At one Chicago charter school, the school community’s verdict is mixed.
The Noble Network of Charter Schools, which runs 12 schools in Chicago, says its mission is to “prepare low-income students with the scholarship, discipline, and honor necessary to succeed in college and lead exemplary lives, and serve as a catalyst for education reform in Chicago.”
Its academic record is impressive: Noble students’ average ACT score, 20.7, is more than 3 points higher than the average score for Chicago’s regular public schools. But the network has become a flashpoint of national discussion about whether charters should have unfettered ability to create their own disciplinary policies.
On one side of the divide is Ronda Coleman, whose daughter Janell, 17, is a senior at one of the network’s schools. She says that the rules create a safe environment, and that parents and students are well aware of what they’re signing up for.
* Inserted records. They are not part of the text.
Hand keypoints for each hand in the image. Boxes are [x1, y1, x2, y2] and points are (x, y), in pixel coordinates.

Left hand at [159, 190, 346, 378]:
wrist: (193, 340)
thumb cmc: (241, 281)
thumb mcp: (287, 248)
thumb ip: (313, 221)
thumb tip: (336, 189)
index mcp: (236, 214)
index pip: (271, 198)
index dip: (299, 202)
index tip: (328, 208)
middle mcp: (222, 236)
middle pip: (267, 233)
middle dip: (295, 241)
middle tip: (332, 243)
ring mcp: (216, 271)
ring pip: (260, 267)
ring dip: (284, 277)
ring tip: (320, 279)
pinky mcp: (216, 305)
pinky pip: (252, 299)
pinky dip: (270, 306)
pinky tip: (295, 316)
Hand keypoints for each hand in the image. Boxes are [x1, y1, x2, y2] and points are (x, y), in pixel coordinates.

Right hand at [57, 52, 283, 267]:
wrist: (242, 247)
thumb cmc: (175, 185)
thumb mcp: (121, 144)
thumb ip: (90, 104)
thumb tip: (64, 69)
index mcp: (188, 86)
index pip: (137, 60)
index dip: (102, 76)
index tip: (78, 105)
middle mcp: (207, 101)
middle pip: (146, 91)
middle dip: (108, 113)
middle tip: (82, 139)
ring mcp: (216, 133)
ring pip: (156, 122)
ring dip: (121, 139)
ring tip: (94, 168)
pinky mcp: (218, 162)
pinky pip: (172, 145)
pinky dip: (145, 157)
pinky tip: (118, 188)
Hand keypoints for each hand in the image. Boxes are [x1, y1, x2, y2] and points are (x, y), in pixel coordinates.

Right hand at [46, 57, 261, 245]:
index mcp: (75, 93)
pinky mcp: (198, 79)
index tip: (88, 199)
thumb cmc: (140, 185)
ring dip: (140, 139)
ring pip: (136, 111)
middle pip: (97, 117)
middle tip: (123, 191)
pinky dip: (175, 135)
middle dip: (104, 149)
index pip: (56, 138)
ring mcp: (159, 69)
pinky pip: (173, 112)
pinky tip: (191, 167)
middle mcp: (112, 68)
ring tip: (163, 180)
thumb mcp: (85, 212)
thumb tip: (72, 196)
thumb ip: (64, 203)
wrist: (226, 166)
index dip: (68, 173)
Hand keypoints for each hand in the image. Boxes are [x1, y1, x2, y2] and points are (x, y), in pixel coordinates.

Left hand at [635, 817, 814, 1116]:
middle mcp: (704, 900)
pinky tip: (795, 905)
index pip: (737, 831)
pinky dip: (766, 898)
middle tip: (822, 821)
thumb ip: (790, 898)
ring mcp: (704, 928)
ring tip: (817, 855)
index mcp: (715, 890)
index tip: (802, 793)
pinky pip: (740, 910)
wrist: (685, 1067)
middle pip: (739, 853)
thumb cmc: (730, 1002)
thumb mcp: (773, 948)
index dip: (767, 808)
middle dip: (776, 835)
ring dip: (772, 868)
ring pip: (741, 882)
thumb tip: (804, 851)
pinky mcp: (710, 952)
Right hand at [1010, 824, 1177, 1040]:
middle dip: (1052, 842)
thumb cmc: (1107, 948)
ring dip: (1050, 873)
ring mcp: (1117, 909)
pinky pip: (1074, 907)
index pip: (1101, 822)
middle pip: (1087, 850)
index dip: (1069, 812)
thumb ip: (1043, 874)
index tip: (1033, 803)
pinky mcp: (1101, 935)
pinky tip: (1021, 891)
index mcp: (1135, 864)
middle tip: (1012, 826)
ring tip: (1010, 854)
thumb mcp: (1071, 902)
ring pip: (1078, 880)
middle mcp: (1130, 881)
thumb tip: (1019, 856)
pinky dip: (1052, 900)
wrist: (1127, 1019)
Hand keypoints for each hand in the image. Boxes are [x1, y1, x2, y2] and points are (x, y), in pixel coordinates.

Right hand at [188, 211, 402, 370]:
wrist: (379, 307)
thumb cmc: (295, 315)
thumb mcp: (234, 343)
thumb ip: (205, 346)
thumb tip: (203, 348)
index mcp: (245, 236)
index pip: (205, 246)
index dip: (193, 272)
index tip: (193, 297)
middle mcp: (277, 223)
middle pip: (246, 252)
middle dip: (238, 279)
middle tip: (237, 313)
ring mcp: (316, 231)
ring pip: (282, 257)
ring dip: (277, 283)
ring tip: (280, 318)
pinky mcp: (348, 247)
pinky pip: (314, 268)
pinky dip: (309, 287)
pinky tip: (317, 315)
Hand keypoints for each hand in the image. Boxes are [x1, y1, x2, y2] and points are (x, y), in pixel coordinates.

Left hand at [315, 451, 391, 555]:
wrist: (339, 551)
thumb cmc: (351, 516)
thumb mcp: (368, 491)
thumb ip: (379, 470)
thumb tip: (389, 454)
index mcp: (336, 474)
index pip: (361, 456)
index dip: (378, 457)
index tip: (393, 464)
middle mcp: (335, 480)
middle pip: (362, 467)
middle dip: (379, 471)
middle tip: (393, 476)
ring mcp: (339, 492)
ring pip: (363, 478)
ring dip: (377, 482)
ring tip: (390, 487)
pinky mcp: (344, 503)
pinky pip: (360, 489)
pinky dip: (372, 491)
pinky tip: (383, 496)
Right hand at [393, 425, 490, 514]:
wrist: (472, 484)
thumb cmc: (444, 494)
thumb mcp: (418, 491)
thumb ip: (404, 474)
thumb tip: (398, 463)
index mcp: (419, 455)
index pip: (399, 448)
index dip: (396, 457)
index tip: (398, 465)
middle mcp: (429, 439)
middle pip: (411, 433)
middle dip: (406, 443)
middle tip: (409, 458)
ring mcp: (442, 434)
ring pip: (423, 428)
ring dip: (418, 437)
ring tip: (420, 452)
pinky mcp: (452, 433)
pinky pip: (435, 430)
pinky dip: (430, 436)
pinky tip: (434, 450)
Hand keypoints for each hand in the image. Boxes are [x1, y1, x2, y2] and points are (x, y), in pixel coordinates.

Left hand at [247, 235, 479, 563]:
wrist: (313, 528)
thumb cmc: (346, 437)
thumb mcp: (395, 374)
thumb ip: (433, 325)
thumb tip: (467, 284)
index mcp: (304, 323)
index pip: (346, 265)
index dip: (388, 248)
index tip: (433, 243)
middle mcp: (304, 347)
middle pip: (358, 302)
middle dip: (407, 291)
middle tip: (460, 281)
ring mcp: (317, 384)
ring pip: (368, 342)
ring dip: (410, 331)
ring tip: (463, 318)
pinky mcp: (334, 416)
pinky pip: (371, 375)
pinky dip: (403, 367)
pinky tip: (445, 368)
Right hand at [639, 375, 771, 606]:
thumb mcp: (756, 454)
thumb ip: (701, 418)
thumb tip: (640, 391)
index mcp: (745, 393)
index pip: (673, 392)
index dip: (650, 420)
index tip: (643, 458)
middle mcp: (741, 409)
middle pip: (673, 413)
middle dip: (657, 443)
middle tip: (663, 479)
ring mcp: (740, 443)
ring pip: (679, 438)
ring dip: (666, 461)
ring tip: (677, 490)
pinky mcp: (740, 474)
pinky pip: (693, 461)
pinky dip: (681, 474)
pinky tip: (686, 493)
But Donna Moore, whose son, Joshua, 17, left the Noble system after repeated disciplinary incidents, sees the same policies as petty and subjective. She says they make it more likely that some students will drop out of school.
Michael Milkie, the superintendent and a co-founder of the Noble charter school system, said he and his wife were inspired to create a school with a stricter code of conduct after teaching in the Chicago school system.
“One of the things we looked to implement right away was a structured, strong discipline code that teaches students proper behavior and allows teachers to teach and students to learn,” Mr. Milkie said. At Noble, students receive demerits for certain offenses, including dress-code violations or possessing a permanent marker. Racking up four demerits means serving detention for three hours on Friday and paying a $5 fee.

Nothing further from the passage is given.